Diperoleh hasil clustering dengan DBSCAN menggunakan parameter eps = 1 dan minPts = 4 menunjukkan dua cluster utama dalam dataset Iris. Cluster pertama terdiri dari 49 titik, sedangkan cluster kedua terdiri dari 98 titik, dengan 3 titik lainnya dianggap sebagai noise. Dalam konteks dataset Iris yang memiliki tiga kelas (setosa, versicolor, dan virginica), dua cluster ini mungkin menunjukkan bahwa dua kelas tersebut lebih dekat satu sama lain dalam ruang fitur yang digunakan. Jumlah noise yang sedikit menunjukkan bahwa sebagian besar data berhasil dikelompokkan dengan baik.

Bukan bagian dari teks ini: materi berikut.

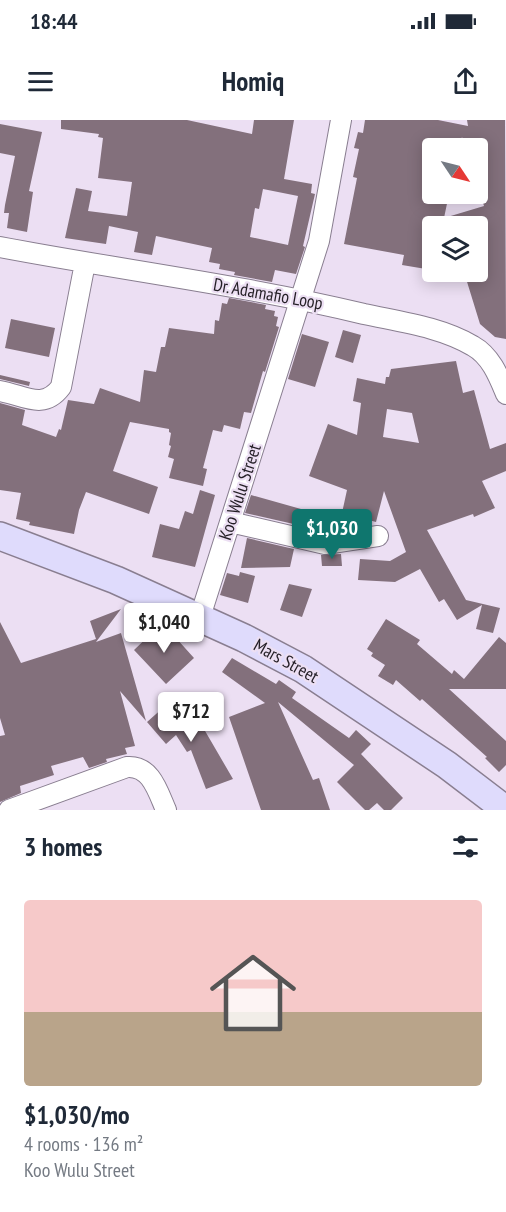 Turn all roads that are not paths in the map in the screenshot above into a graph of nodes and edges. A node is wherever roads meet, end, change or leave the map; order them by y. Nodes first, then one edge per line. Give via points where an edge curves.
1 (341, 120) edge
2 (0, 247) edge
3 (85, 263) junction
4 (302, 299) junction
5 (0, 391) edge
6 (506, 394) edge
7 (230, 522) junction
8 (0, 536) edge
9 (378, 536) dead end
10 (200, 617) junction
11 (428, 753) junction
12 (9, 810) edge
13 (166, 810) edge
14 (479, 810) edge
15 (506, 810) edge

1 - 4 street, Koo Wulu Street via 319,241
2 - 3 street, Dr. Adamafio Loop
3 - 4 street, Dr. Adamafio Loop
3 - 5 street via 61,387 45,401
4 - 6 street, Dr. Adamafio Loop via 457,338 489,361
4 - 7 street, Koo Wulu Street
7 - 9 street via 326,544
7 - 10 street, Koo Wulu Street
8 - 10 street, Mars Street via 95,571
10 - 11 street, Mars Street via 303,669
11 - 14 street, Mars Street
11 - 15 street, Mars Street
12 - 13 street via 136,766 145,771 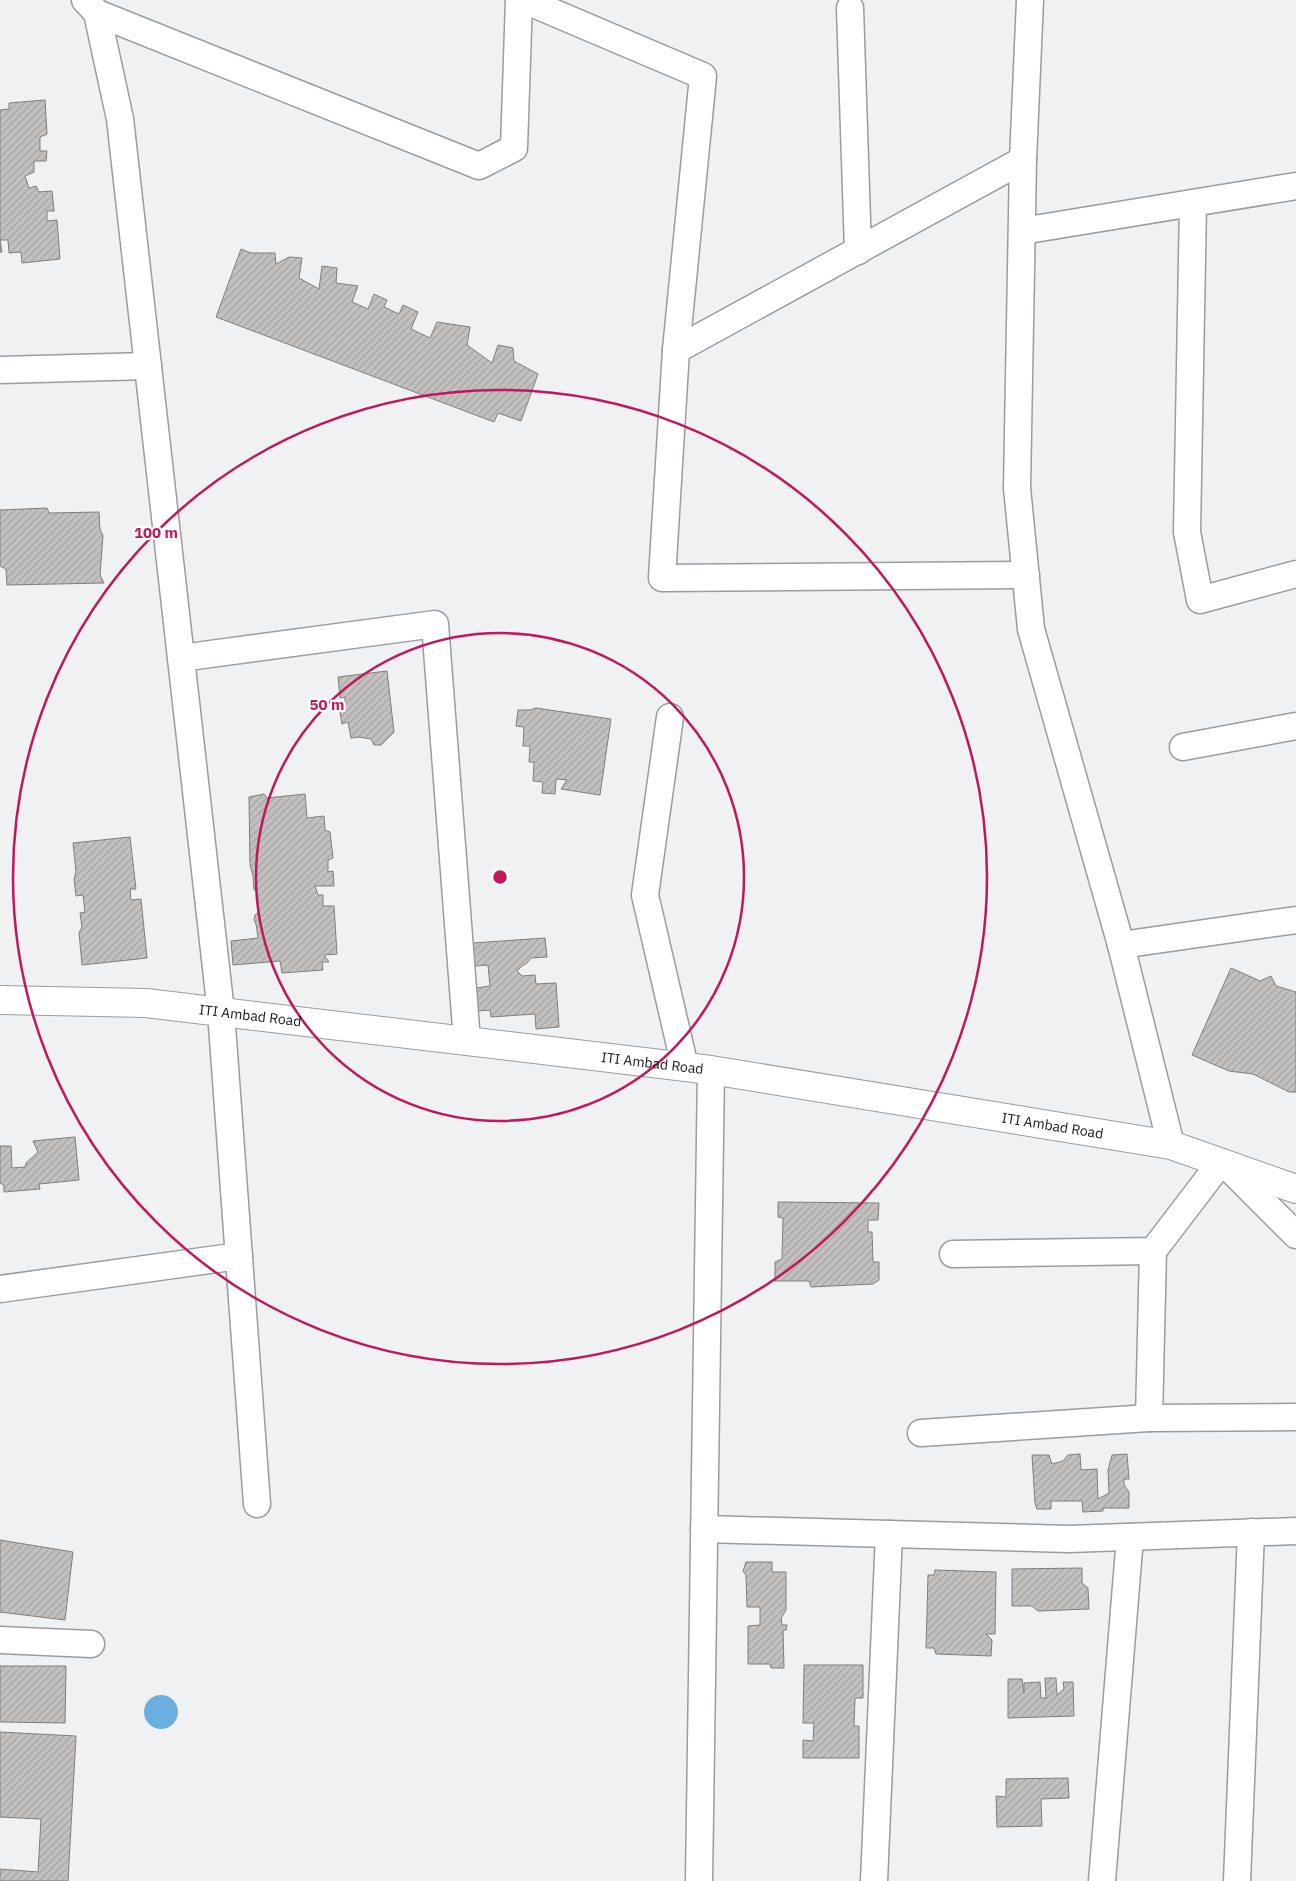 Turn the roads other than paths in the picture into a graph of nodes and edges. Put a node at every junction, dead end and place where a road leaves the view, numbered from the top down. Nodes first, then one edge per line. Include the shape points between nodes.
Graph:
1 (519, 0) edge
2 (524, 0) edge
3 (1030, 0) edge
4 (91, 7) edge
5 (850, 8) dead end
6 (1023, 160) junction
7 (1296, 186) edge
8 (1193, 203) junction
9 (1022, 231) junction
10 (858, 251) junction
11 (676, 350) junction
12 (148, 366) junction
13 (0, 370) edge
14 (1296, 574) edge
15 (1026, 576) junction
16 (181, 658) junction
17 (670, 717) dead end
18 (1296, 726) edge
19 (1183, 747) dead end
20 (1296, 920) edge
21 (1121, 945) junction
22 (0, 1000) edge
23 (221, 1012) junction
24 (466, 1041) junction
25 (698, 1068) junction
26 (1171, 1145) junction
27 (1223, 1163) junction
28 (1296, 1189) edge
29 (1296, 1235) edge
30 (1153, 1251) junction
31 (953, 1254) dead end
32 (239, 1256) junction
33 (0, 1289) edge
34 (1296, 1416) edge
35 (1149, 1418) junction
36 (921, 1433) dead end
37 (257, 1504) dead end
38 (704, 1529) junction
39 (1296, 1531) edge
40 (1251, 1532) junction
41 (890, 1534) junction
42 (1130, 1537) junction
43 (0, 1640) edge
44 (91, 1644) dead end
45 (699, 1881) edge
46 (874, 1881) edge
47 (1102, 1881) edge
48 (1237, 1881) edge

1 - 4 street via 514,148 479,166
2 - 11 street via 703,76
3 - 6 street
4 - 12 street via 120,119
5 - 10 street
6 - 9 street
6 - 10 street
7 - 8 street
8 - 9 street
8 - 14 street via 1187,532 1200,600
9 - 15 street via 1017,488
10 - 11 street
11 - 15 street via 662,578
12 - 13 street
12 - 16 street
15 - 21 street via 1031,630
16 - 23 street
16 - 24 street via 435,624
17 - 25 street via 645,895
18 - 19 street
20 - 21 street
21 - 26 street
22 - 23 street, ITI Ambad Road via 146,1003
23 - 24 street, ITI Ambad Road
23 - 32 street
24 - 25 street, ITI Ambad Road
25 - 26 street, ITI Ambad Road
25 - 38 street
26 - 27 street, ITI Ambad Road
27 - 28 street, ITI Ambad Road
27 - 29 street
27 - 30 street
30 - 31 street
30 - 35 street
32 - 33 street
32 - 37 street
34 - 35 street
35 - 36 street
38 - 41 street
38 - 45 street
39 - 40 street
40 - 42 street
40 - 48 street
41 - 42 street via 1069,1539
41 - 46 street
42 - 47 street
43 - 44 street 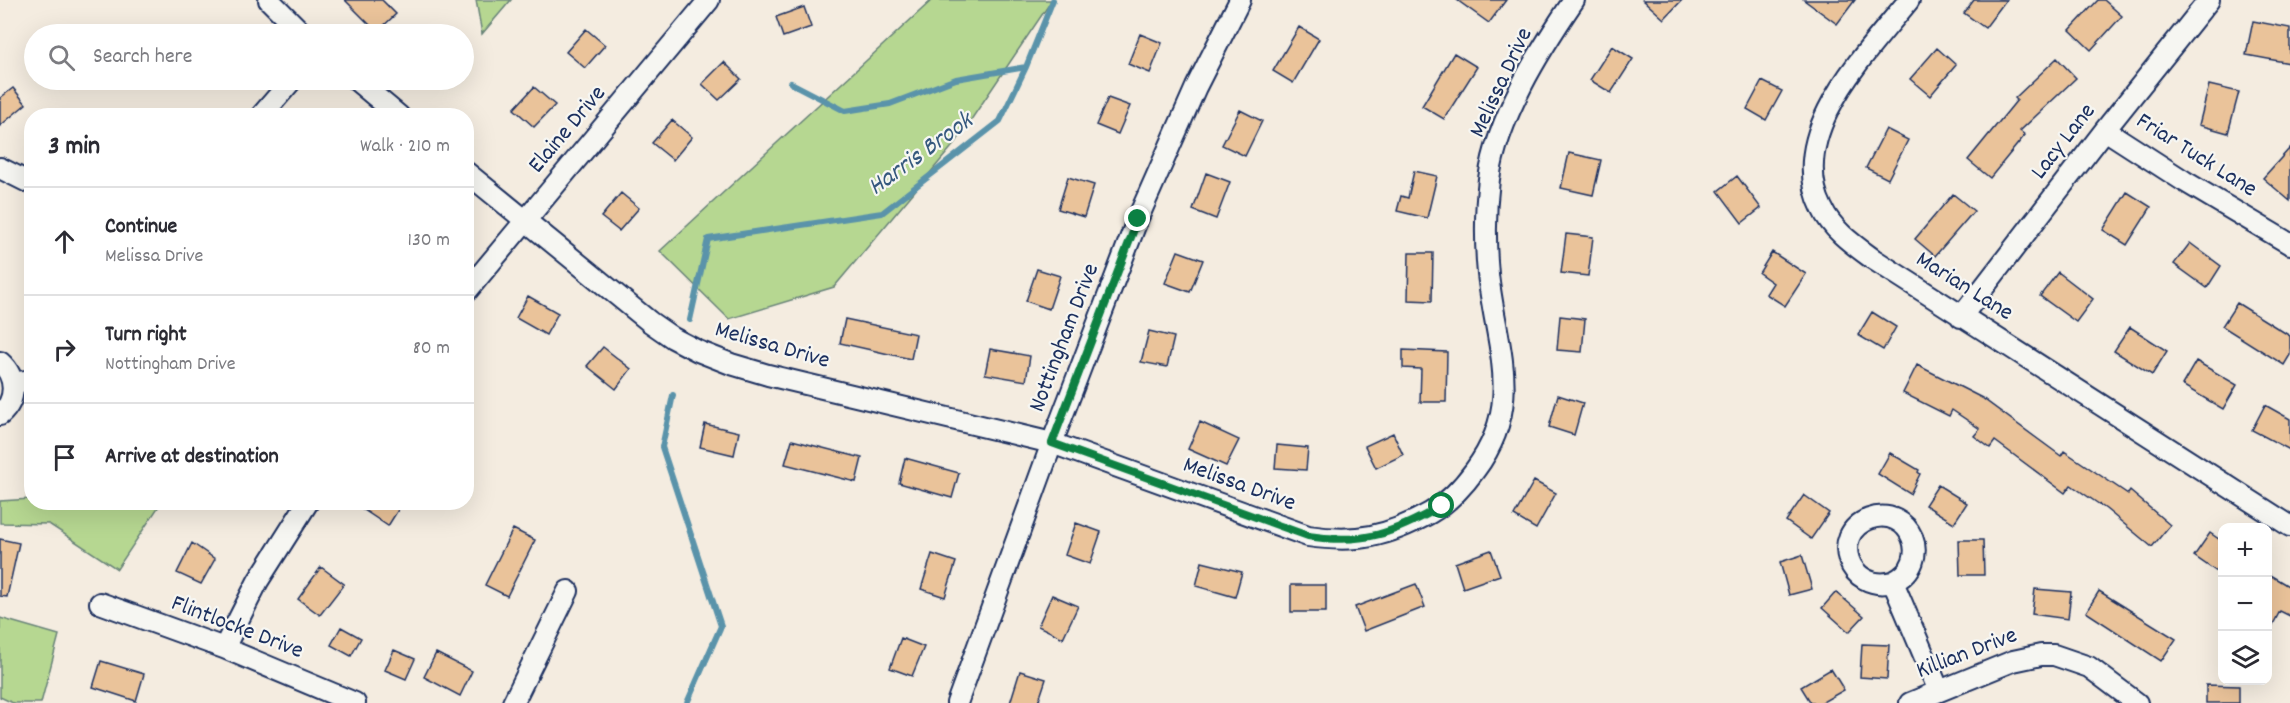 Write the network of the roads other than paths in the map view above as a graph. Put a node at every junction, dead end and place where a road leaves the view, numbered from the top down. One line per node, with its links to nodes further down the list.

Distribusi titik yang signifikan dalam kedua cluster ini mencerminkan struktur alami data.

# Menerapkan DBSCAN dengan parameter terbaik
final_dbscan <- dbscan(X_scaled, eps = 1, minPts = 4)

# Menambah label hasil clustering ke dataset Iris
iris$Cluster <- as.factor(final_dbscan$cluster)

# Visualisasi hasil clustering pada Sepal
plot1 <- ggplot(iris, aes(Sepal.Length, Sepal.Width, color = Cluster)) + 
  geom_point(size = 1.5) + 
  ggtitle("Clustering DBSCAN pada Iris Data (Sepal)") +
  theme(plot.title = element_text(size = 10))

# Visualisasi hasil clustering pada Petal
plot2 <- ggplot(iris, aes(Petal.Length, Petal.Width, color = Cluster)) + 
  geom_point(size = 1.5) + 
  ggtitle("Clustering DBSCAN pada Iris Data (Petal)") +
  theme(plot.title = element_text(size = 10))

# Visualisasi hasil clustering pada Sepal.Length dan Petal.Length
plot3 <- ggplot(iris, aes(Sepal.Length, Petal.Length, color = Cluster)) + 
  geom_point(size = 1.5) + 
  ggtitle("Clustering DBSCAN pada Iris Data (Sepal.Length vs Petal.Length)") +
  theme(plot.title = element_text(size = 8))

# Visualisasi hasil clustering pada Sepal.Width dan Petal.Width
plot4 <- ggplot(iris, aes(Sepal.Width, Petal.Width, color = Cluster)) + 
  geom_point(size = 1.5) + 
  ggtitle("Clustering DBSCAN pada Iris Data (Sepal.Width vs Petal.Width)") +
  theme(plot.title = element_text(size = 8))

# Menampilkan visualisasi secara berdampingan
grid.arrange(plot1, plot2, plot3, plot4, ncol = 2)

# Visualisasi menggunakan semua fitur
pairs(X_scaled, col = final_dbscan$cluster + 1,
      main = "DBSCAN Clustering with eps = 1 and minPts = 4")

Interpretasi :

Hasil visualisasi menunjukkan bahwa algoritma DBSCAN berhasil memisahkan ketiga kelas Iris dengan baik. Algoritma ini menghasilkan cluster yang berbeda berdasarkan atribut panjang sepal, panjang kelopak, lebar sepal, dan lebar kelopak. Jumlah cluster dalam setiap cluster meningkat seiring dengan meningkatnya jumlah cluster maksimum yang telah didapatkan. Pada plot visualisasi pairwise scatter plots, titik berwarna hijau dan merah mewakili dua cluster yang berbeda yang ditemukan oleh DBSCAN. Titik berwarna hitam adalah noise atau titik yang tidak termasuk dalam cluster manapun. Cluster hijau cenderung memiliki nilai Petal.Length dan Petal.Width yang lebih tinggi, sedangkan cluster merah cenderung memiliki nilai yang lebih rendah untuk fitur-fitur tersebut. Sebaliknya, Sepal.Width lebih bervariasi dalam kedua cluster, namun tetap ada pola pengelompokan yang terlihat. Secara keseluruhan, visualisasi ini menunjukkan bahwa DBSCAN dapat mengidentifikasi dua cluster utama dalam dataset ini, dengan beberapa titik yang tidak termasuk dalam cluster manapun (noise).